A corner of his mouth turned up. “Overcome by the excitement. What about you?”
“I’m fine,” I said steadily. “I don’t believe in any of it.”
He nodded. “Good thing.”
Yes, it was. Over at the small side table, Christopher had got a lamp going, so we could see a bit better, and after a quick look and an equally quick inquiry as to whether Christopher was all right, Tom raised his voice. “I knocked on the door to let you know we’re done for the evening and on our way to the pub in the village, where we’ve taken rooms for the night. We’ll be back in the morning.”
Gilbert pulled himself together enough to nod. “Thank you, Officer.”
Tom was hardly an officer, and it showed in the rise of his eyebrows, but he didn’t say anything. Perhaps he could see that Gilbert was pale and clammy and not fully in his right mind, so it wasn’t worth the correction.

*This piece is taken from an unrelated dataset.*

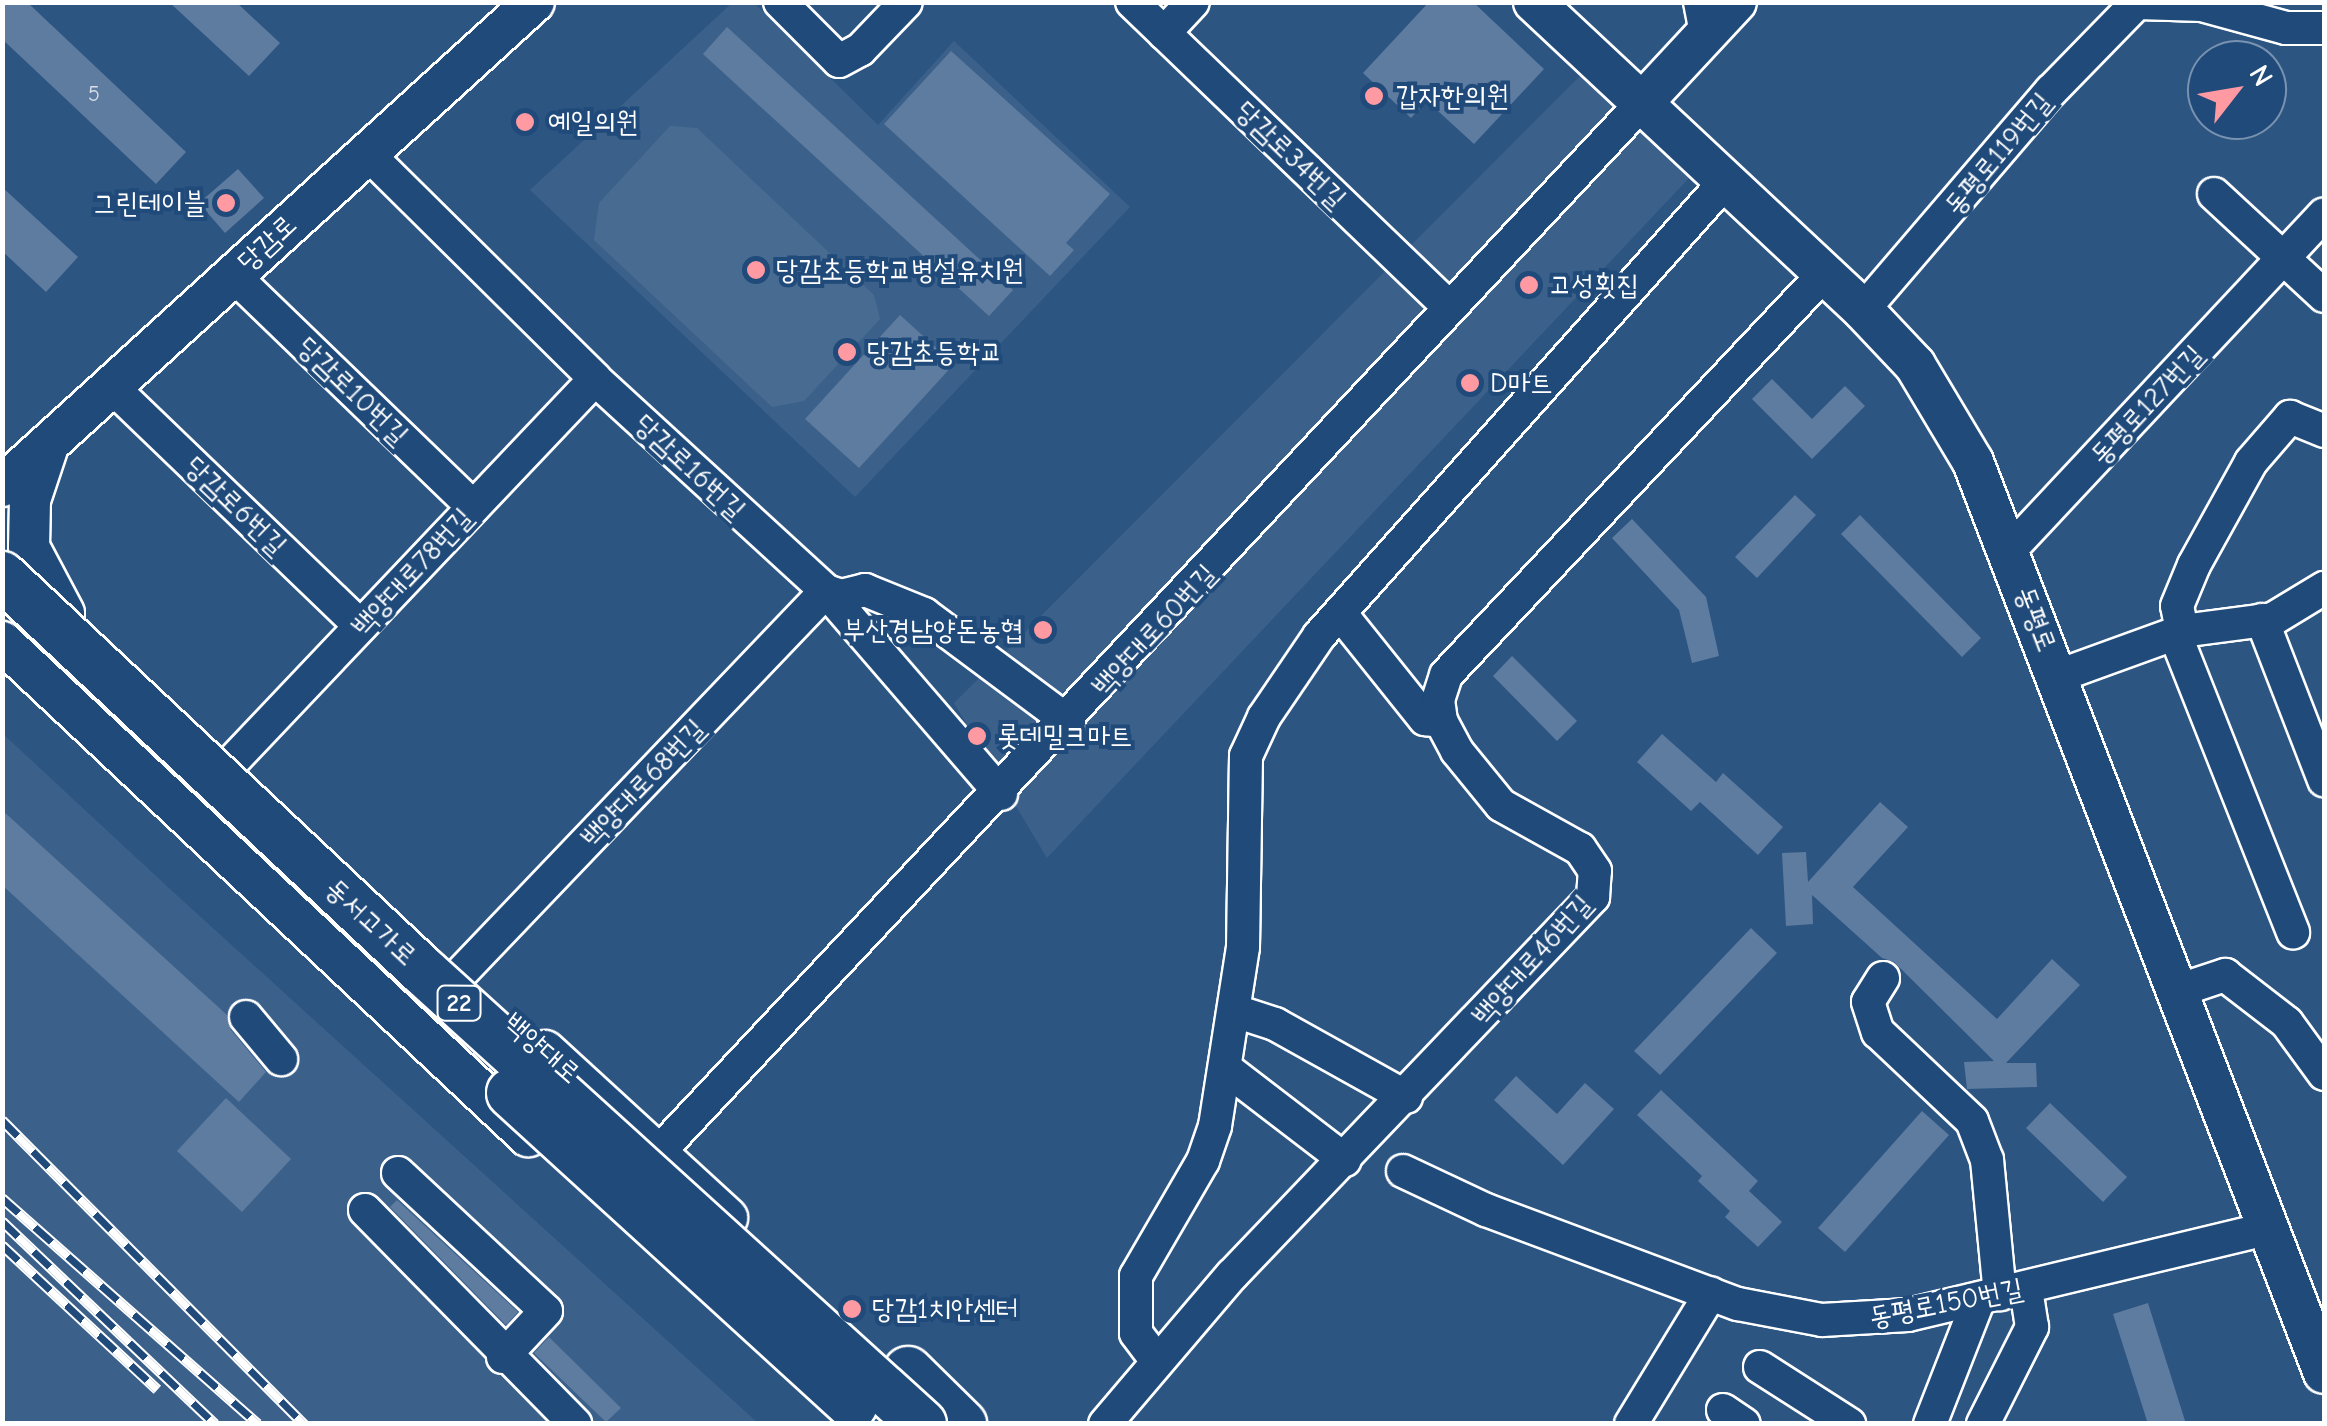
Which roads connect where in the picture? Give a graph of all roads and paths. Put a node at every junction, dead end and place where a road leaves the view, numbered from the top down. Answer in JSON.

“Are you any further along?” I wanted to know, since I’m sure we were all wondering. Or if we all weren’t, I knew I was.
“We’re getting closer,” Tom said. “We’re not in a position to arrest anyone yet, but we have a better idea than we did.”
“I don’t suppose…?”
“No,” Tom said. “Just go about your business as usual.” He glanced at the circled letters and sooty glass on the table. “And no more séances. All it does it make things worse. Play a nice game of Snakes and Ladders instead.”
He glanced around the table. Laetitia was coming to now, sitting up and sipping from the glass her brother was holding to her lips while she clutched Crispin’s hand in a death grip. Constance had calmed herself down—or perhaps it was Francis who had done it—and was sniffling quietly into a handkerchief. His, judging by size. Peckham still looked shellshocked, while Christopher was standing by the side table beside the lamp he had just lit, watching Tom.
Tom had his hands in his pockets and was watching the rest of us. “No one is to leave the house tonight. Attempting to run will look like an admission of guilt, so don’t do it. If you need fresh air, don’t go beyond the patio.”
“Have you… are you…”
I wasn’t quite sure how to finish the sentence—‘Did you post guards to stop us from leaving?’ sounded a bit ominous—so I ran down without asking what I wanted to know. Tom met my eyes for a moment before he said, “Just go to sleep like it’s any other day. It should all be over by tomorrow evening.”
Scotland Yard must be quite a lot farther along in their deductions than I was in mine, then. To me, the field of suspects was wide open, and I was no closer to naming a single culprit than I had been when the day started.
But I nodded. “Sleep well, Tom. We’ll see you tomorrow.”
“Good night, Miss Darling. Miss Peckham. Lady Laetitia. Peckham, Astley, Marsden, St George.” He turned to Christopher. “Kit—”
Christopher nodded and fell in behind Tom as he headed out.